Dork Zabunyan
Dork Zabunyan (Université Paris 8)
To Govern and Distract: A Reading of Siegfried Kracauer's 'The Cult of Distraction' (1926)
In March 1926, Siegfried Kracauer wrote an article published by the Frankfurter Zeitung, entitled “Cult of Distraction [Kult der Zerstreuung]: On Berlin's Picture Palaces”. This article is not a defense of the entertainment business at that time, but a way to save the concept of distraction from its usually pejorative senses, in order to understand how the masses can live an experience of emancipation through film. We will try to examine how this critical position is also a way of responding to the rising propaganda in Europe through state apparatuses which, as opposed to Kracauer's Zerstreuung, inevitably alienate the masses. This is why we will also connect this text of 1926 with the one written by Kracauer in 1942 about Nazi propaganda (“Propaganda and the Nazi War Film”). Finally, we would like to show how the “Cult of Distraction” is a political tool for our times, when politicians such as Donald Trump often govern by distraction, distancing the masses from the real problems they face in their daily lives.

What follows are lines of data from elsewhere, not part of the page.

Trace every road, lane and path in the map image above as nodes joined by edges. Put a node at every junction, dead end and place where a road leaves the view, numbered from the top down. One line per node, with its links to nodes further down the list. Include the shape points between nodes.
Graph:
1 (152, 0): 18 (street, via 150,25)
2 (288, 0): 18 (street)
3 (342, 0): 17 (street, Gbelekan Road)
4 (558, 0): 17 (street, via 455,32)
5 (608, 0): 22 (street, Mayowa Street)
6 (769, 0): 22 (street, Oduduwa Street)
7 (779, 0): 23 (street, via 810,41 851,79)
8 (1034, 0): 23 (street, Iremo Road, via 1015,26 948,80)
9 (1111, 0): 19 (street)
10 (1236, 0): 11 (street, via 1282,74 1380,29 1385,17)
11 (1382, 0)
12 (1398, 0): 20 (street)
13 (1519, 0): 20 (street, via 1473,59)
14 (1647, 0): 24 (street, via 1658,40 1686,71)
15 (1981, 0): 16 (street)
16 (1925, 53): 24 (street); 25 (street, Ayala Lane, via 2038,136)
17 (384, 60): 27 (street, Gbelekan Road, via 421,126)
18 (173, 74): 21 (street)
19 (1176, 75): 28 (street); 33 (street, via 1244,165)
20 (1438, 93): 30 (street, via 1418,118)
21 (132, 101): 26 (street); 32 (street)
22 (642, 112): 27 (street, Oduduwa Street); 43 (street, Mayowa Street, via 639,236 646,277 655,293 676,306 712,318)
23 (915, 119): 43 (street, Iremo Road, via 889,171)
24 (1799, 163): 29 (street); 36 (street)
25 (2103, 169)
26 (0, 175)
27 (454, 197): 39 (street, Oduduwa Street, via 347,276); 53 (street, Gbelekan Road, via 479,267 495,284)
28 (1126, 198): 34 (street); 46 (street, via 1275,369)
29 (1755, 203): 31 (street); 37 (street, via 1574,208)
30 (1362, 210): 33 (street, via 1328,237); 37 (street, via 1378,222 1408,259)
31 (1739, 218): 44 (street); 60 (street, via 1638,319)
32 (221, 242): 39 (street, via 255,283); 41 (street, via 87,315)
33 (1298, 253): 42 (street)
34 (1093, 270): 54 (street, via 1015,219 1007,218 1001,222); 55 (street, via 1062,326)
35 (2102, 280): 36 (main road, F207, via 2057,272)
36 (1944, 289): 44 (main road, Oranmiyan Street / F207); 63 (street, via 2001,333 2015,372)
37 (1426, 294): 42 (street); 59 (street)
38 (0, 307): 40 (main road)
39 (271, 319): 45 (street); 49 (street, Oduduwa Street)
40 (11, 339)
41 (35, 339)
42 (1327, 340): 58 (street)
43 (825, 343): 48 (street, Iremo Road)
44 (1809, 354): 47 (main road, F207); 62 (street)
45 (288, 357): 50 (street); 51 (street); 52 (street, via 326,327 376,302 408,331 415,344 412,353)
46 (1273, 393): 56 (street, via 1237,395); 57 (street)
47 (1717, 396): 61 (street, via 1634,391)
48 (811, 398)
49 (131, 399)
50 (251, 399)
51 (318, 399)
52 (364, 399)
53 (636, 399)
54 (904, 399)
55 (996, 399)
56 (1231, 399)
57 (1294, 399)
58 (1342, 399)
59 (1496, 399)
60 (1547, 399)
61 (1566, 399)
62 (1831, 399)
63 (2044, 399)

Dork Zabunyan is professor of Film Studies at Université Paris-8. He has recently published L’insistance des luttes: Images, soulèvements, contre-révolutions (De l’incidence éditeur, 2016, English translation: The Insistence of Struggle: Images, Uprisings, Counter-revolutions, IF Publications, 2019) and Foucault at the Movies (with P. Maniglier, Columbia University Press, 2018). He has written for various journals including Cahiers du Cinéma, Trafic and Critique.